_What is needed_
Report every line of the records that contains the word "graph".

[Stored items]
· · · ·
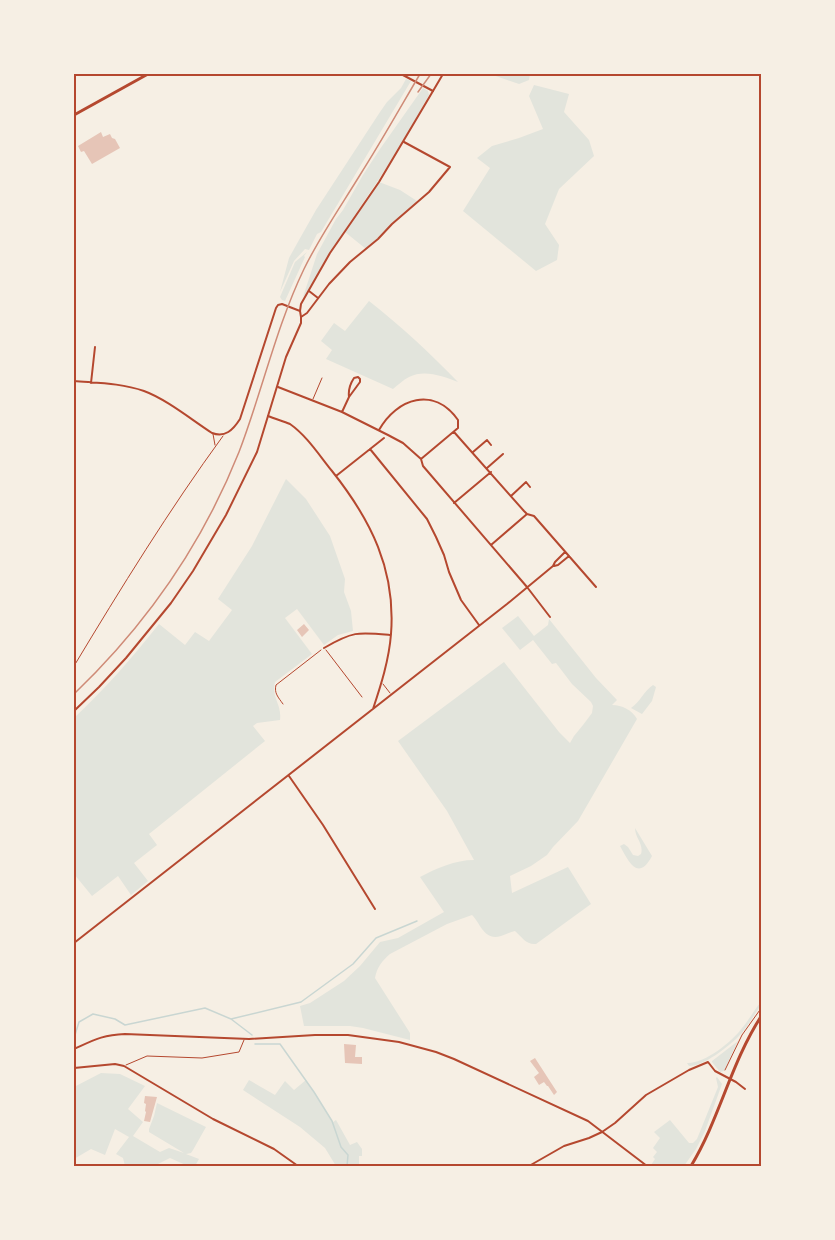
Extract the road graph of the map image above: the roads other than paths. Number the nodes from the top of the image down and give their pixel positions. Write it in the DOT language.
graph roads {
  1 [pos="148,74"];
  2 [pos="400,74"];
  3 [pos="442,74"];
  4 [pos="433,91"];
  5 [pos="74,115"];
  6 [pos="404,142"];
  7 [pos="309,291"];
  8 [pos="318,298"];
  9 [pos="300,311"];
  10 [pos="302,317"];
  11 [pos="95,347"];
  12 [pos="322,378"];
  13 [pos="74,381"];
  14 [pos="91,383"];
  15 [pos="277,386"];
  16 [pos="349,397"];
  17 [pos="313,401"];
  18 [pos="342,412"];
  19 [pos="268,416"];
  20 [pos="379,430"];
  21 [pos="454,432"];
  22 [pos="212,433"];
  23 [pos="224,435"];
  24 [pos="384,438"];
  25 [pos="491,445"];
  26 [pos="215,447"];
  27 [pos="370,449"];
  28 [pos="473,452"];
  29 [pos="503,454"];
  30 [pos="421,459"];
  31 [pos="487,468"];
  32 [pos="491,472"];
  33 [pos="336,476"];
  34 [pos="530,487"];
  35 [pos="511,496"];
  36 [pos="454,503"];
  37 [pos="527,514"];
  38 [pos="490,545"];
  39 [pos="565,552"];
  40 [pos="569,556"];
  41 [pos="553,566"];
  42 [pos="527,587"];
  43 [pos="596,587"];
  44 [pos="550,617"];
  45 [pos="479,625"];
  46 [pos="391,635"];
  47 [pos="324,648"];
  48 [pos="74,666"];
  49 [pos="381,682"];
  50 [pos="392,694"];
  51 [pos="372,710"];
  52 [pos="74,711"];
  53 [pos="289,775"];
  54 [pos="375,909"];
  55 [pos="74,943"];
  56 [pos="762,1015"];
  57 [pos="244,1039"];
  58 [pos="74,1048"];
  59 [pos="124,1066"];
  60 [pos="74,1068"];
  61 [pos="730,1079"];
  62 [pos="745,1089"];
  63 [pos="602,1132"];
  64 [pos="298,1167"];
  65 [pos="529,1167"];
  66 [pos="647,1167"];
  67 [pos="691,1167"];
  1 -- 5 [label="main road"];
  2 -- 4 [label="street"];
  3 -- 4 [label="street"];
  4 -- 6 [label="street"];
  6 -- 7 [label="street"];
  6 -- 8 [label="street"];
  7 -- 8 [label="street"];
  7 -- 9 [label="street"];
  8 -- 10 [label="street"];
  9 -- 10 [label="street"];
  9 -- 23 [label="street"];
  10 -- 15 [label="street"];
  11 -- 14 [label="street"];
  12 -- 17 [label="lane"];
  13 -- 14 [label="street"];
  14 -- 22 [label="street"];
  15 -- 17 [label="street"];
  15 -- 19 [label="street"];
  16 -- 16 [label="street"];
  16 -- 18 [label="street"];
  17 -- 18 [label="street"];
  18 -- 20 [label="street"];
  19 -- 33 [label="street"];
  19 -- 52 [label="street"];
  20 -- 21 [label="street"];
  20 -- 30 [label="street"];
  21 -- 28 [label="street"];
  21 -- 30 [label="street"];
  22 -- 23 [label="street"];
  22 -- 26 [label="lane"];
  23 -- 26 [label="lane"];
  24 -- 27 [label="street"];
  25 -- 28 [label="street"];
  26 -- 48 [label="lane"];
  27 -- 33 [label="street"];
  27 -- 45 [label="street"];
  28 -- 31 [label="street"];
  29 -- 31 [label="street"];
  30 -- 36 [label="street"];
  31 -- 32 [label="street"];
  32 -- 35 [label="street"];
  32 -- 36 [label="street"];
  33 -- 46 [label="street"];
  34 -- 35 [label="street"];
  35 -- 37 [label="street"];
  36 -- 38 [label="street"];
  37 -- 38 [label="street"];
  37 -- 39 [label="street"];
  38 -- 42 [label="street"];
  39 -- 40 [label="street"];
  39 -- 41 [label="street"];
  40 -- 41 [label="street"];
  40 -- 43 [label="street"];
  41 -- 42 [label="street"];
  42 -- 44 [label="street"];
  42 -- 45 [label="street"];
  45 -- 50 [label="street"];
  46 -- 47 [label="street"];
  46 -- 49 [label="street"];
  49 -- 50 [label="lane"];
  49 -- 51 [label="street"];
  50 -- 51 [label="street"];
  51 -- 53 [label="street"];
  53 -- 54 [label="street"];
  53 -- 55 [label="street"];
  56 -- 61 [label="main road"];
  57 -- 58 [label="street"];
  57 -- 59 [label="lane"];
  57 -- 63 [label="street"];
  59 -- 60 [label="street"];
  59 -- 64 [label="street"];
  61 -- 62 [label="street"];
  61 -- 63 [label="street"];
  61 -- 67 [label="main road"];
  63 -- 65 [label="street"];
  63 -- 66 [label="street"];
}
· · · ·
_Problem solution_
Extract the road graph of the map image above: the roads other than paths. Number the nodes from the top of the image down and give their pixel positions. Write it in the DOT language.
graph roads {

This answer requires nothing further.